一般庶民のためにガラスびんが製造されるようになるのは、
加賀屋の系列になる加賀定こと沢定二郎が、東京本所の松井町に工場を設けて薬びんを吹いた
明治二年頃ということになります。
当時、東京や大阪には相当数の製びん工場があったと記録にはありますが、その実態については定かではありません。
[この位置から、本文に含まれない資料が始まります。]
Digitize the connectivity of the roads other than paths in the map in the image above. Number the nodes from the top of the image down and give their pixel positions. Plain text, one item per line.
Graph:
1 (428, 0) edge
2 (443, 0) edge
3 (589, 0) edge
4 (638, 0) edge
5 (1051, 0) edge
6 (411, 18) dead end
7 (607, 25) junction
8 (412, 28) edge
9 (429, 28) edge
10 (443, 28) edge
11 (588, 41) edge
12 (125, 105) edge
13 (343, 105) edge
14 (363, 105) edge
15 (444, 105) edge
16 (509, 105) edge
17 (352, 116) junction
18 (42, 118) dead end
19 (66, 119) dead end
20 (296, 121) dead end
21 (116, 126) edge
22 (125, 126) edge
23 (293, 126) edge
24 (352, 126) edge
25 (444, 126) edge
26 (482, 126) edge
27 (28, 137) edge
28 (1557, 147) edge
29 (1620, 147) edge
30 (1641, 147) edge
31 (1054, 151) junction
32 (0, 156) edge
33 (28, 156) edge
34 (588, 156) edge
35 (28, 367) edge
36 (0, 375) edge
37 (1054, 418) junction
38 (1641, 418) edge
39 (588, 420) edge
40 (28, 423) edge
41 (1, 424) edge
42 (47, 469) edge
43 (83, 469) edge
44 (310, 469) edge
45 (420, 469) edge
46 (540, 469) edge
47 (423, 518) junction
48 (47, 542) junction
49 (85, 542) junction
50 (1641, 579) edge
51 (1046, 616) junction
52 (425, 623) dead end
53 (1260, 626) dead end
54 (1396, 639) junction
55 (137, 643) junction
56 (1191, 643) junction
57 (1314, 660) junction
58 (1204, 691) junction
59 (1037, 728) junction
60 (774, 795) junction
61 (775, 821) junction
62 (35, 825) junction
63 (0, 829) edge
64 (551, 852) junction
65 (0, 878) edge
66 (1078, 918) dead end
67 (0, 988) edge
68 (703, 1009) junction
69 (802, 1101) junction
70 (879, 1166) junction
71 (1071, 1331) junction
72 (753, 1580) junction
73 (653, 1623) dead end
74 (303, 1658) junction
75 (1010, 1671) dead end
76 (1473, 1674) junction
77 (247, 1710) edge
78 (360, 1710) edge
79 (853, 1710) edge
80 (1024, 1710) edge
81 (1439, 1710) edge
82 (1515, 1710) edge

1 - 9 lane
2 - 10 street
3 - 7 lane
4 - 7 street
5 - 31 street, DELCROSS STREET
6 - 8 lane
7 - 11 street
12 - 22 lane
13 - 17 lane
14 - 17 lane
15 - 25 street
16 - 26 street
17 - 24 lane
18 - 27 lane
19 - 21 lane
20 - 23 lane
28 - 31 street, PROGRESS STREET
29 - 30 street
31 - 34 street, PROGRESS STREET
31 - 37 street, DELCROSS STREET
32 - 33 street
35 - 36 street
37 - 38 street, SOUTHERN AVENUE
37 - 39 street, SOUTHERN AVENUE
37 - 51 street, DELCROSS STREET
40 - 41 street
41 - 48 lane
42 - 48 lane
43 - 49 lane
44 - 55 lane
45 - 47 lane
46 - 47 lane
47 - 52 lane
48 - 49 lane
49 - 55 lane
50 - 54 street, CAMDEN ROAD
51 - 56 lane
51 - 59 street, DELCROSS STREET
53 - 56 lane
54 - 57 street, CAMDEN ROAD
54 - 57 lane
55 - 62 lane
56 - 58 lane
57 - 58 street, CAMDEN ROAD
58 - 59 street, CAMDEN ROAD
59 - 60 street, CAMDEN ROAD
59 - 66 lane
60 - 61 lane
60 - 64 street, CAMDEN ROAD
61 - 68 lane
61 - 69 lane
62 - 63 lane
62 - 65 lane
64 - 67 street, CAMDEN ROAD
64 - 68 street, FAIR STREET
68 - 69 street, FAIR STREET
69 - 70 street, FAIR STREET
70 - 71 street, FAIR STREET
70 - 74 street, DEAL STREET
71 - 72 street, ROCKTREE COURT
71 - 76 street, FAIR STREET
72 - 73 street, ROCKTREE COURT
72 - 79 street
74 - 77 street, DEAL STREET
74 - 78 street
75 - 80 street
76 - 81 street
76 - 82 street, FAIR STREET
おそらくそうし工場では、小ぶりの薬びんなどが吹かれていたのでしょう。
けれども、その技術はまだまだ稚拙なものでした。
ワインやビール、清涼飲料水などのびんについては、
明治十年代までほとんど舶来品に頼っており、
国内で生産する技術はないに等しかったと考えられています。
実用に堪えうる国産のビールびんが誕生するのは、政府によって明治九年
に設立された工部省品川硝子製造所が、民間に払い下げられて
有限責任品川硝子会社となった二十年代を待たなければなりませんでした。
その当時のびんは、人口吹きといって職人の手によって吹かれており、
機械吹きによる製造は、大阪に東洋硝子製造株式会社が設立された明治三十九年からで、
それ以降、徐々に本格的な量産がなされ、広く庶民に普及するようになったのです。